The reason grad school is a little different is that each graduate student is an understudy of a Professor that serves as their graduate advisor. Therefore, every incoming grad student essentially has to be paired with a mentor and there are only so many mentors with the time and resources available for a new student. Furthermore, there must be financial support for each grad student in most academic programs. See: How to get paid to go to grad school Usually acceptance into graduate school is a complimentary, two-part process where a Professor professes their desire to mentor and financially support a student and the department reviews the student’s application and decides whether they meet the criteria for acceptance into the program. Not every admissions process works this way, but many of them do.

So let’s start with the easiest scenario.  Let’s say that you are the best and the brightest with really incredible scores and a solid, responsible personality. You might submit an application to a department you like with no particular Professor/graduate advisor in mind. Departments or graduate programs typically have some funding to offer a handful of students (and I really mean a handful even at very large R1 universities) with a blanket offer of acceptance to their program, full financial support, and the expectation that they’ll find a mentor they’d like to work with in the department. There are so very few of these spots available, even incredibly talented students are often not offered this type of blanket acceptance so you shouldn’t rely on this option alone. This method of acceptance is just a one-sided acceptance based on merits of the application only. The truth is, most smart, enthusiastic, determined graduate students are not entering graduate school under this scenario.
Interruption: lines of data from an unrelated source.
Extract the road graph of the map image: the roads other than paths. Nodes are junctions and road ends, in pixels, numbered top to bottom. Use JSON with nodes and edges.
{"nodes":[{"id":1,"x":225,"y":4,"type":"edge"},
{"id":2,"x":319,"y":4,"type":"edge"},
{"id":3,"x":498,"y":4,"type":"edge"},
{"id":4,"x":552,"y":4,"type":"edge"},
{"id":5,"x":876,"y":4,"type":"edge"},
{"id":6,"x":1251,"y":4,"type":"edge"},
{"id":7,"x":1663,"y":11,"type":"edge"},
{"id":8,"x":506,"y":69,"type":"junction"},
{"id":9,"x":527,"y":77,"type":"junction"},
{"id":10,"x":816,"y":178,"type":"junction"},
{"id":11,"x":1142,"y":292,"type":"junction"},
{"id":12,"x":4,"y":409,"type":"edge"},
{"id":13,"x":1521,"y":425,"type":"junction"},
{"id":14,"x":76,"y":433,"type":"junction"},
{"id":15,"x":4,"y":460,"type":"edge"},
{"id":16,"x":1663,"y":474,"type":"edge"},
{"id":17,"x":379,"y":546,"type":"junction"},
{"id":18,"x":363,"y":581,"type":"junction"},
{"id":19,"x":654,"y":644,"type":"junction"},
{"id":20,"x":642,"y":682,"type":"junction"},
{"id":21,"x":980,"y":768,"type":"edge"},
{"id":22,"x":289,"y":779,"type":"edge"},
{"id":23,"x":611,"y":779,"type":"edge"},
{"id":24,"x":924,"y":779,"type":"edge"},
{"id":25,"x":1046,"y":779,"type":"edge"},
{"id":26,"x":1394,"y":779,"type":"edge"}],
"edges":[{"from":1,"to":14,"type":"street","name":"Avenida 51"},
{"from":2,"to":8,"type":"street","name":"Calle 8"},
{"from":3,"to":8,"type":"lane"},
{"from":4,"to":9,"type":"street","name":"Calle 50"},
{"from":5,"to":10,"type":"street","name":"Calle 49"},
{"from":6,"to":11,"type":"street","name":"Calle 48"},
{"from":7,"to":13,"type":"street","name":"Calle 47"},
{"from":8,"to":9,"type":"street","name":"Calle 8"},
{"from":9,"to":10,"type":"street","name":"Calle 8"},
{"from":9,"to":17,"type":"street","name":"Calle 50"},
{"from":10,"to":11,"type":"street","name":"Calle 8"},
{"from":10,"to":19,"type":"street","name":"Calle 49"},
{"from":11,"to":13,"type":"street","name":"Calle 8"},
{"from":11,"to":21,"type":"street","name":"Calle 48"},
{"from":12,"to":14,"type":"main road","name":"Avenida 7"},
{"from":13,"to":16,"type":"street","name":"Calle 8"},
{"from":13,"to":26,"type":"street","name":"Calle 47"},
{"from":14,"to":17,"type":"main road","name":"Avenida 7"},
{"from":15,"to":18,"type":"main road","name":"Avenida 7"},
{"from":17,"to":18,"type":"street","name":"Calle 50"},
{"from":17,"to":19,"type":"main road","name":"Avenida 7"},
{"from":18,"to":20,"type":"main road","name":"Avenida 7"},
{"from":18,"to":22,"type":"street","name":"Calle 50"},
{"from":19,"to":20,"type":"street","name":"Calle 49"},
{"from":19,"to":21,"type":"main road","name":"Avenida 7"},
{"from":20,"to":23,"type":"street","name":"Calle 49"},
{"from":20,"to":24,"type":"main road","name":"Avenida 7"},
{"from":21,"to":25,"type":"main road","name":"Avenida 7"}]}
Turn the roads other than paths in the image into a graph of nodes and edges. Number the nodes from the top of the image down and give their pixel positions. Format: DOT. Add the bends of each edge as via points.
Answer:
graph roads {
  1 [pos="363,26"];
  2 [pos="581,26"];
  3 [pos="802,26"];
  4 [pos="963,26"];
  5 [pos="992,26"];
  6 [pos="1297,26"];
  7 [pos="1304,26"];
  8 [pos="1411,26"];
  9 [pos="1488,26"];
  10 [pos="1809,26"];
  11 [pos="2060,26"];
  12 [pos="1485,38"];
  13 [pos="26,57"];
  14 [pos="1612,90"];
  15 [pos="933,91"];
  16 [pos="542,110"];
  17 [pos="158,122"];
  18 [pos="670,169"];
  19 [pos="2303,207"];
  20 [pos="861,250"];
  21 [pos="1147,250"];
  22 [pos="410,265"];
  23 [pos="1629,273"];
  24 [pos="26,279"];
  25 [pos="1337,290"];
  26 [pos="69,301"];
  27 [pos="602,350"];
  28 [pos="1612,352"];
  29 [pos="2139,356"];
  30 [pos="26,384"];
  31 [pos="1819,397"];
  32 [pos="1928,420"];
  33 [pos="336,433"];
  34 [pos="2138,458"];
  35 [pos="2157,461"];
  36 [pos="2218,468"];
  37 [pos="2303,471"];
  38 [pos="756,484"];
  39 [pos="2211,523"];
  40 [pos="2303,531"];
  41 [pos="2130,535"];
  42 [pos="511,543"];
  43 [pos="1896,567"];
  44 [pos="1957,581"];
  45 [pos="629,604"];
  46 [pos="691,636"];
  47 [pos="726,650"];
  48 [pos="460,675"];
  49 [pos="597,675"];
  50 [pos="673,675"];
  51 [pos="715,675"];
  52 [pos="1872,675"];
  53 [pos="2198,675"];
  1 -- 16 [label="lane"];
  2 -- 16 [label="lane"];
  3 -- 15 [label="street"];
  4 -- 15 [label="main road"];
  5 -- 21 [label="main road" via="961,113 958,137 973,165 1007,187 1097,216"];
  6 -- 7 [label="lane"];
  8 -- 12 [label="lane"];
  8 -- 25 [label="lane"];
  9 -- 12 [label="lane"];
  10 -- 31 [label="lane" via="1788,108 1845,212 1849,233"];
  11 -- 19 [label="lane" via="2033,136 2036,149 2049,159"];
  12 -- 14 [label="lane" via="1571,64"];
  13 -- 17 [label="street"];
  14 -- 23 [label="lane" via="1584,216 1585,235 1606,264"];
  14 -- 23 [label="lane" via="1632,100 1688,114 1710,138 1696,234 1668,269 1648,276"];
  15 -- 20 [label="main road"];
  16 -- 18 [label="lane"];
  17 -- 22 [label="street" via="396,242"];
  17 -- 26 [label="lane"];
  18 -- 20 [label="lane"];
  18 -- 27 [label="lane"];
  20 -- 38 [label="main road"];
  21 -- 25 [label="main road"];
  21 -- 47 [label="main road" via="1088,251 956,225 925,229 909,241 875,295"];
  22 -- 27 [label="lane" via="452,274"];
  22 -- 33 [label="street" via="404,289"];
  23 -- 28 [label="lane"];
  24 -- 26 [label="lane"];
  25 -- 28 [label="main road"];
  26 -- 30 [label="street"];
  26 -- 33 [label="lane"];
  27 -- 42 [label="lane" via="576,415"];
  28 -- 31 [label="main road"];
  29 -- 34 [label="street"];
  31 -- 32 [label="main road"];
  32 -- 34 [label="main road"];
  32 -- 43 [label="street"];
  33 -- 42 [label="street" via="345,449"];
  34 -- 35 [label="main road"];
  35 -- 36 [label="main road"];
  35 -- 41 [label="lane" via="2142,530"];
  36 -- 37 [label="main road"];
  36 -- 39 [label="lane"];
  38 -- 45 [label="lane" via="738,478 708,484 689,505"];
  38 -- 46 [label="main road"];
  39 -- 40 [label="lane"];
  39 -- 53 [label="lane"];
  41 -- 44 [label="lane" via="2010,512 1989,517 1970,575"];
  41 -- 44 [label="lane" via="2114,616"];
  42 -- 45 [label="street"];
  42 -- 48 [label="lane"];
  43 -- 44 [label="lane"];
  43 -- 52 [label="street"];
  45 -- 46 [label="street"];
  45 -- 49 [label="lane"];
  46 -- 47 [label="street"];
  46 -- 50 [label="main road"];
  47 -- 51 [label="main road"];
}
The more common scenario is that a prospective student reaches out to a potential advisor/mentor/Professor they’re interested in working with. See: What to include in your email to a potential advisor  Through this correspondence, you and this Professor develop a working relationship and you should have a solid idea whether they would show support your application. In other words, whether they will speak up and say to the admissions committee “I’ve decided that I’d like to work with this student and I’m prepared to assist them in securing funding and mentor them through the completion of the program.” When you’re corresponding with this Professor, they will look at your entrance exam scores and GPA and have a good idea as to whether the department would agree to your acceptance. You’ll also be able to talk with them about a plan for funding your research, tuition, and monthly stipend.

Now for the most difficult, least common scenario. Let’s say you and this Professor develop a good working relationship but they identify something about your application that they are afraid the admissions committee will not be ok with. For example, maybe you went through a rough patch in undergrad and have a low GPA or maybe you have trouble with standardized testing and have low GRE scores. Grad school is NOT off the table! Keep in mind that although entrance exams scores and GPA do matter, they are often not a good representation of a student’s abilities and Professors know that. In some cases, you may have to work to prove yourself capable before being formally accepted. You might take grad classes part-time or as a non-degree-seeking student to prove you can get good grades, or maybe you work for a lab for a while to prove your scientific thinking and technical abilities, or maybe even work on getting a publication through a lab job or volunteer work. Talk with your Professor about your options. Don’t let worry over low scores keep you from contacting Professors and exploring your options!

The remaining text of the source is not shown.